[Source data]
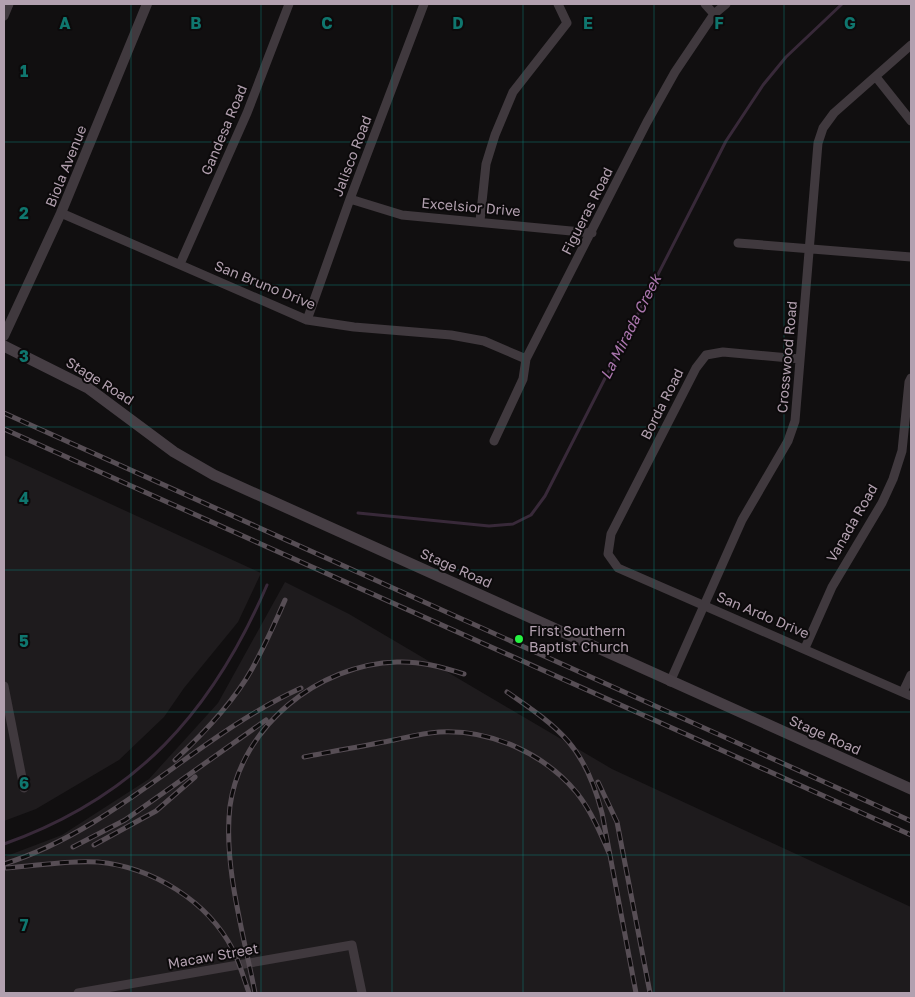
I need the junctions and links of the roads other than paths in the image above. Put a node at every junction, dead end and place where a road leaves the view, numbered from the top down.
1 (9, 4) edge
2 (147, 4) edge
3 (289, 4) edge
4 (424, 4) edge
5 (558, 4) edge
6 (705, 4) edge
7 (726, 4) edge
8 (714, 14) junction
9 (4, 16) edge
10 (911, 45) edge
11 (876, 77) junction
12 (911, 121) edge
13 (350, 199) junction
14 (61, 213) junction
15 (480, 221) junction
16 (592, 233) junction
17 (738, 243) dead end
18 (810, 248) junction
19 (911, 257) edge
20 (180, 264) junction
21 (307, 320) junction
22 (4, 336) edge
23 (4, 346) edge
24 (526, 359) junction
25 (800, 359) junction
26 (911, 378) edge
27 (494, 441) dead end
28 (608, 554) joint
29 (704, 604) junction
30 (806, 648) junction
31 (911, 675) edge
32 (670, 682) junction
33 (4, 686) edge
34 (907, 694) edge
35 (24, 788) dead end
36 (911, 789) edge
37 (78, 993) edge
38 (362, 993) edge

1 - 9 street
2 - 14 street, Biola Avenue
3 - 20 street, Gandesa Road
4 - 13 street, Jalisco Road
5 - 15 street
6 - 8 street
7 - 8 street, Figueras Road
8 - 16 street, Figueras Road
10 - 11 street, Crosswood Road
11 - 12 street
11 - 18 street, Crosswood Road
13 - 15 street, Excelsior Drive
13 - 21 street, Jalisco Road
14 - 20 street, San Bruno Drive
14 - 22 street, Biola Avenue
15 - 16 street, Excelsior Drive
16 - 24 street, Figueras Road
17 - 18 street
18 - 19 street
18 - 25 street, Crosswood Road
20 - 21 street, San Bruno Drive
21 - 24 street, San Bruno Drive
23 - 32 main road, Stage Road
24 - 27 street, Figueras Road
25 - 28 street, Borda Road
25 - 29 street, Crosswood Road
26 - 30 street, Vanada Road
28 - 29 street, San Ardo Drive
29 - 30 street, San Ardo Drive
29 - 32 street, Crosswood Road
30 - 34 street, San Ardo Drive
31 - 34 street
32 - 36 main road, Stage Road
33 - 35 street
37 - 38 street, Macaw Street

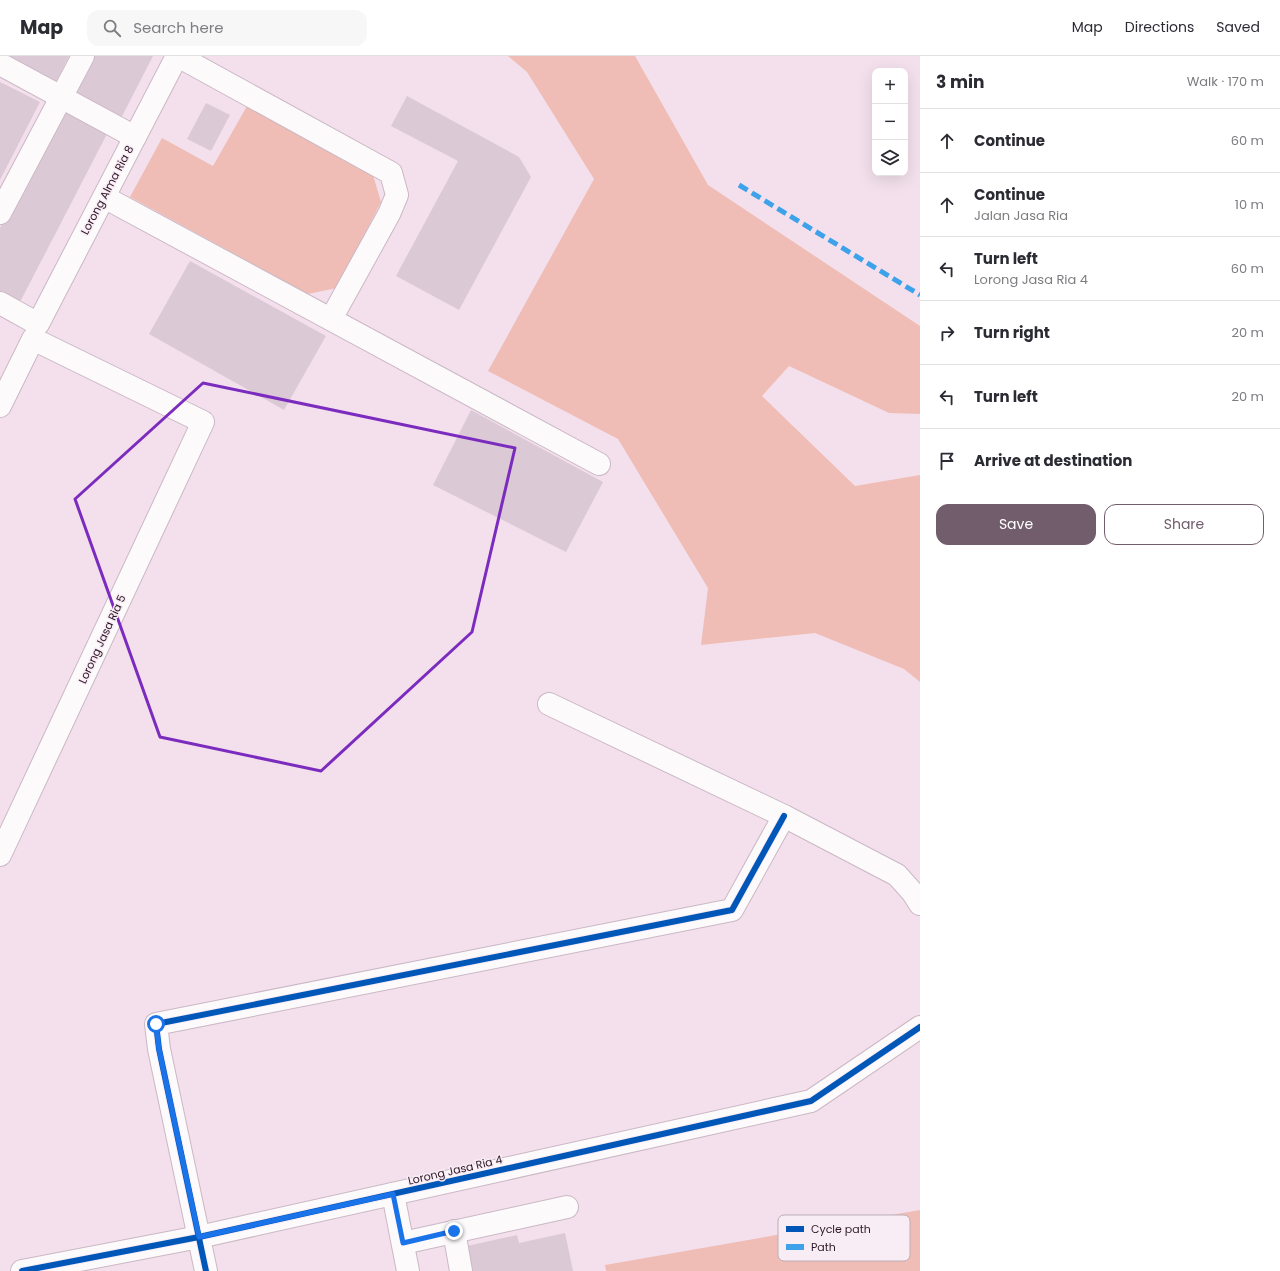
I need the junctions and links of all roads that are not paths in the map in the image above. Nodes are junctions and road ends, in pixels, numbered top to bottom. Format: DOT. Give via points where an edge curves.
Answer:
graph roads {
  1 [pos="83,56"];
  2 [pos="177,56"];
  3 [pos="0,64"];
  4 [pos="61,96"];
  5 [pos="135,137"];
  6 [pos="104,196"];
  7 [pos="0,213"];
  8 [pos="0,303"];
  9 [pos="331,319"];
  10 [pos="35,331"];
  11 [pos="0,406"];
  12 [pos="599,464"];
  13 [pos="549,704"];
  14 [pos="784,816"];
  15 [pos="0,855"];
  16 [pos="920,904"];
  17 [pos="920,1027"];
  18 [pos="393,1194"];
  19 [pos="567,1207"];
  20 [pos="454,1231"];
  21 [pos="199,1237"];
  22 [pos="403,1243"];
  23 [pos="22,1271"];
  24 [pos="206,1271"];
  25 [pos="408,1271"];
  26 [pos="461,1271"];
  1 -- 4 [label="street"];
  2 -- 5 [label="street, Lorong Alma Ria 8"];
  2 -- 9 [label="street" via="391,173 397,195"];
  3 -- 4 [label="street"];
  4 -- 5 [label="street"];
  4 -- 7 [label="street"];
  5 -- 6 [label="street, Lorong Alma Ria 8"];
  6 -- 9 [label="street"];
  6 -- 10 [label="street, Lorong Alma Ria 8"];
  8 -- 10 [label="street"];
  9 -- 12 [label="street"];
  10 -- 11 [label="street, Lorong Alma Ria 8"];
  10 -- 15 [label="street, Lorong Jasa Ria 5" via="203,422"];
  13 -- 14 [label="street"];
  14 -- 16 [label="street" via="897,875"];
  14 -- 21 [label="street" via="732,910 156,1024 159,1049"];
  17 -- 18 [label="street, Lorong Jasa Ria 4" via="811,1101"];
  18 -- 21 [label="street, Lorong Jasa Ria 4"];
  18 -- 22 [label="street"];
  19 -- 20 [label="street"];
  20 -- 22 [label="street"];
  20 -- 26 [label="street"];
  21 -- 23 [label="street, Lorong Jasa Ria 4"];
  21 -- 24 [label="street"];
  22 -- 25 [label="street"];
}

*Aim of the exercise*. Count every line of the data in which the word "Biola" appears, and report only the total.

*Response*. 2